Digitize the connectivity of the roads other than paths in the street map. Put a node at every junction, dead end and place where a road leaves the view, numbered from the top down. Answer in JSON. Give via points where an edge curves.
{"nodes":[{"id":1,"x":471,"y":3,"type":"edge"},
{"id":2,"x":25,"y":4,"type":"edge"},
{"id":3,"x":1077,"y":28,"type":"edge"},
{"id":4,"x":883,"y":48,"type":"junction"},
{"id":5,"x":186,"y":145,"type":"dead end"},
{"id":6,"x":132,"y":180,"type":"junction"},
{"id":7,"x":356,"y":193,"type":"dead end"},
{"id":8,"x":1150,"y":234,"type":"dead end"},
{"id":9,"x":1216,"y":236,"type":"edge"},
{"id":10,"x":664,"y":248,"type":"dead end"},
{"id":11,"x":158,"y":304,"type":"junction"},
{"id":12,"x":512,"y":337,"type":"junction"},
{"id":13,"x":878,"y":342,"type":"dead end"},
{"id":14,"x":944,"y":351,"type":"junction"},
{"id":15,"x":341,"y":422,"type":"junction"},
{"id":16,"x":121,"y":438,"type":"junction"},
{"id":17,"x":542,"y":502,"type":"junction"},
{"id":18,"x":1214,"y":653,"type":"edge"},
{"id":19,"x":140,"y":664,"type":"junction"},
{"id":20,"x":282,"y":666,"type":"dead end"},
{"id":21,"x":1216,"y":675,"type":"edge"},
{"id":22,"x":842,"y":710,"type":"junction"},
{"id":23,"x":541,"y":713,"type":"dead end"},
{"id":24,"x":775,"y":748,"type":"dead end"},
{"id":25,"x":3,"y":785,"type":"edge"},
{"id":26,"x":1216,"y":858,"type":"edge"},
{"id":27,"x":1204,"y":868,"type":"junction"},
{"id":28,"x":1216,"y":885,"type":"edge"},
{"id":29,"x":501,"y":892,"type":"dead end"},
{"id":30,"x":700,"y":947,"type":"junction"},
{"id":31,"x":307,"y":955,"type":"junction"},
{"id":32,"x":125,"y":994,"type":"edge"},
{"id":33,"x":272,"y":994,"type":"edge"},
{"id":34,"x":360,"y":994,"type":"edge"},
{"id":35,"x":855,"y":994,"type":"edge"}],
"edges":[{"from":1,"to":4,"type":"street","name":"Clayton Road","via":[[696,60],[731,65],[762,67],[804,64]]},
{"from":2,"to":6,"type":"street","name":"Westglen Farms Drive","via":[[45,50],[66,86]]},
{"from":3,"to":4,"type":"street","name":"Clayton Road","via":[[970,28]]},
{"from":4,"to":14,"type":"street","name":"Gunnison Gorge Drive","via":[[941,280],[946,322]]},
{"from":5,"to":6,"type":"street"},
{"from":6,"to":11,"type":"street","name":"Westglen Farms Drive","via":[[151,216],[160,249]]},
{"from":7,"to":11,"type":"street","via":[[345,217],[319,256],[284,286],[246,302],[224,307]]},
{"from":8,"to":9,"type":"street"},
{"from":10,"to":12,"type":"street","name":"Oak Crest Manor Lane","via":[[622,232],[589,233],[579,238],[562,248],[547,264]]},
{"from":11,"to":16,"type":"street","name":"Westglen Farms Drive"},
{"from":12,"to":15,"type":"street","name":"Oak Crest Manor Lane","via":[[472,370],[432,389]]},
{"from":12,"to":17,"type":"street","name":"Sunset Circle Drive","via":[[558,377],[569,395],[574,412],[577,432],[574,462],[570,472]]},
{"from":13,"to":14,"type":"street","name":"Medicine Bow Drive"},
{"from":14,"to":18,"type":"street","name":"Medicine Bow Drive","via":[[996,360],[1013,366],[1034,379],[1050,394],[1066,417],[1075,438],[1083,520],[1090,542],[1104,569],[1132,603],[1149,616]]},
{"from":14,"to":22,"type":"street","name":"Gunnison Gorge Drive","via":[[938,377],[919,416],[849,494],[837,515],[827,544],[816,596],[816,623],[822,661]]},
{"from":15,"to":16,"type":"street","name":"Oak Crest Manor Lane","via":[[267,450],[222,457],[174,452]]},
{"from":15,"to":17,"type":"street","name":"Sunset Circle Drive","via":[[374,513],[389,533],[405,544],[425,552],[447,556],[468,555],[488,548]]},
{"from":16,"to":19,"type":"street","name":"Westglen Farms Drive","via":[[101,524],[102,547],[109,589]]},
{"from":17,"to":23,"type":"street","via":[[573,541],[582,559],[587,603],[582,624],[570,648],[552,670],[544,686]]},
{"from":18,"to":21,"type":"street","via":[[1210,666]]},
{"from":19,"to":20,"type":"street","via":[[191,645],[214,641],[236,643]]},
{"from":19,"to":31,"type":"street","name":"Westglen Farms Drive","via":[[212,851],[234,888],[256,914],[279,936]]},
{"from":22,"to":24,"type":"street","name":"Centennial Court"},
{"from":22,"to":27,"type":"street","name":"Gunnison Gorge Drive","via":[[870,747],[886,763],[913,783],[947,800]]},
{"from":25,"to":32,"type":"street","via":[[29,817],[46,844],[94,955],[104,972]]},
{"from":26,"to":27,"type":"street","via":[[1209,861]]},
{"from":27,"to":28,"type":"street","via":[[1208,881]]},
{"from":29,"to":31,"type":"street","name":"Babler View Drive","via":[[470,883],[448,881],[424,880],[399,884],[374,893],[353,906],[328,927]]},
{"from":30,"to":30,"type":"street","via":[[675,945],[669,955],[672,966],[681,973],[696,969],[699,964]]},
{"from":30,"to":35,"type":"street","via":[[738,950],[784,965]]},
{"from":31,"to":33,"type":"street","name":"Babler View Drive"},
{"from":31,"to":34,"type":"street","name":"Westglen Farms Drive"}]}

■ ■ ■ ■

## Goal of the exercise
Retype the listing above exactly as it appears.

## Answer to this exercise
Digitize the connectivity of the roads other than paths in the street map. Put a node at every junction, dead end and place where a road leaves the view, numbered from the top down. Answer in JSON. Give via points where an edge curves.
{"nodes":[{"id":1,"x":471,"y":3,"type":"edge"},
{"id":2,"x":25,"y":4,"type":"edge"},
{"id":3,"x":1077,"y":28,"type":"edge"},
{"id":4,"x":883,"y":48,"type":"junction"},
{"id":5,"x":186,"y":145,"type":"dead end"},
{"id":6,"x":132,"y":180,"type":"junction"},
{"id":7,"x":356,"y":193,"type":"dead end"},
{"id":8,"x":1150,"y":234,"type":"dead end"},
{"id":9,"x":1216,"y":236,"type":"edge"},
{"id":10,"x":664,"y":248,"type":"dead end"},
{"id":11,"x":158,"y":304,"type":"junction"},
{"id":12,"x":512,"y":337,"type":"junction"},
{"id":13,"x":878,"y":342,"type":"dead end"},
{"id":14,"x":944,"y":351,"type":"junction"},
{"id":15,"x":341,"y":422,"type":"junction"},
{"id":16,"x":121,"y":438,"type":"junction"},
{"id":17,"x":542,"y":502,"type":"junction"},
{"id":18,"x":1214,"y":653,"type":"edge"},
{"id":19,"x":140,"y":664,"type":"junction"},
{"id":20,"x":282,"y":666,"type":"dead end"},
{"id":21,"x":1216,"y":675,"type":"edge"},
{"id":22,"x":842,"y":710,"type":"junction"},
{"id":23,"x":541,"y":713,"type":"dead end"},
{"id":24,"x":775,"y":748,"type":"dead end"},
{"id":25,"x":3,"y":785,"type":"edge"},
{"id":26,"x":1216,"y":858,"type":"edge"},
{"id":27,"x":1204,"y":868,"type":"junction"},
{"id":28,"x":1216,"y":885,"type":"edge"},
{"id":29,"x":501,"y":892,"type":"dead end"},
{"id":30,"x":700,"y":947,"type":"junction"},
{"id":31,"x":307,"y":955,"type":"junction"},
{"id":32,"x":125,"y":994,"type":"edge"},
{"id":33,"x":272,"y":994,"type":"edge"},
{"id":34,"x":360,"y":994,"type":"edge"},
{"id":35,"x":855,"y":994,"type":"edge"}],
"edges":[{"from":1,"to":4,"type":"street","name":"Clayton Road","via":[[696,60],[731,65],[762,67],[804,64]]},
{"from":2,"to":6,"type":"street","name":"Westglen Farms Drive","via":[[45,50],[66,86]]},
{"from":3,"to":4,"type":"street","name":"Clayton Road","via":[[970,28]]},
{"from":4,"to":14,"type":"street","name":"Gunnison Gorge Drive","via":[[941,280],[946,322]]},
{"from":5,"to":6,"type":"street"},
{"from":6,"to":11,"type":"street","name":"Westglen Farms Drive","via":[[151,216],[160,249]]},
{"from":7,"to":11,"type":"street","via":[[345,217],[319,256],[284,286],[246,302],[224,307]]},
{"from":8,"to":9,"type":"street"},
{"from":10,"to":12,"type":"street","name":"Oak Crest Manor Lane","via":[[622,232],[589,233],[579,238],[562,248],[547,264]]},
{"from":11,"to":16,"type":"street","name":"Westglen Farms Drive"},
{"from":12,"to":15,"type":"street","name":"Oak Crest Manor Lane","via":[[472,370],[432,389]]},
{"from":12,"to":17,"type":"street","name":"Sunset Circle Drive","via":[[558,377],[569,395],[574,412],[577,432],[574,462],[570,472]]},
{"from":13,"to":14,"type":"street","name":"Medicine Bow Drive"},
{"from":14,"to":18,"type":"street","name":"Medicine Bow Drive","via":[[996,360],[1013,366],[1034,379],[1050,394],[1066,417],[1075,438],[1083,520],[1090,542],[1104,569],[1132,603],[1149,616]]},
{"from":14,"to":22,"type":"street","name":"Gunnison Gorge Drive","via":[[938,377],[919,416],[849,494],[837,515],[827,544],[816,596],[816,623],[822,661]]},
{"from":15,"to":16,"type":"street","name":"Oak Crest Manor Lane","via":[[267,450],[222,457],[174,452]]},
{"from":15,"to":17,"type":"street","name":"Sunset Circle Drive","via":[[374,513],[389,533],[405,544],[425,552],[447,556],[468,555],[488,548]]},
{"from":16,"to":19,"type":"street","name":"Westglen Farms Drive","via":[[101,524],[102,547],[109,589]]},
{"from":17,"to":23,"type":"street","via":[[573,541],[582,559],[587,603],[582,624],[570,648],[552,670],[544,686]]},
{"from":18,"to":21,"type":"street","via":[[1210,666]]},
{"from":19,"to":20,"type":"street","via":[[191,645],[214,641],[236,643]]},
{"from":19,"to":31,"type":"street","name":"Westglen Farms Drive","via":[[212,851],[234,888],[256,914],[279,936]]},
{"from":22,"to":24,"type":"street","name":"Centennial Court"},
{"from":22,"to":27,"type":"street","name":"Gunnison Gorge Drive","via":[[870,747],[886,763],[913,783],[947,800]]},
{"from":25,"to":32,"type":"street","via":[[29,817],[46,844],[94,955],[104,972]]},
{"from":26,"to":27,"type":"street","via":[[1209,861]]},
{"from":27,"to":28,"type":"street","via":[[1208,881]]},
{"from":29,"to":31,"type":"street","name":"Babler View Drive","via":[[470,883],[448,881],[424,880],[399,884],[374,893],[353,906],[328,927]]},
{"from":30,"to":30,"type":"street","via":[[675,945],[669,955],[672,966],[681,973],[696,969],[699,964]]},
{"from":30,"to":35,"type":"street","via":[[738,950],[784,965]]},
{"from":31,"to":33,"type":"street","name":"Babler View Drive"},
{"from":31,"to":34,"type":"street","name":"Westglen Farms Drive"}]}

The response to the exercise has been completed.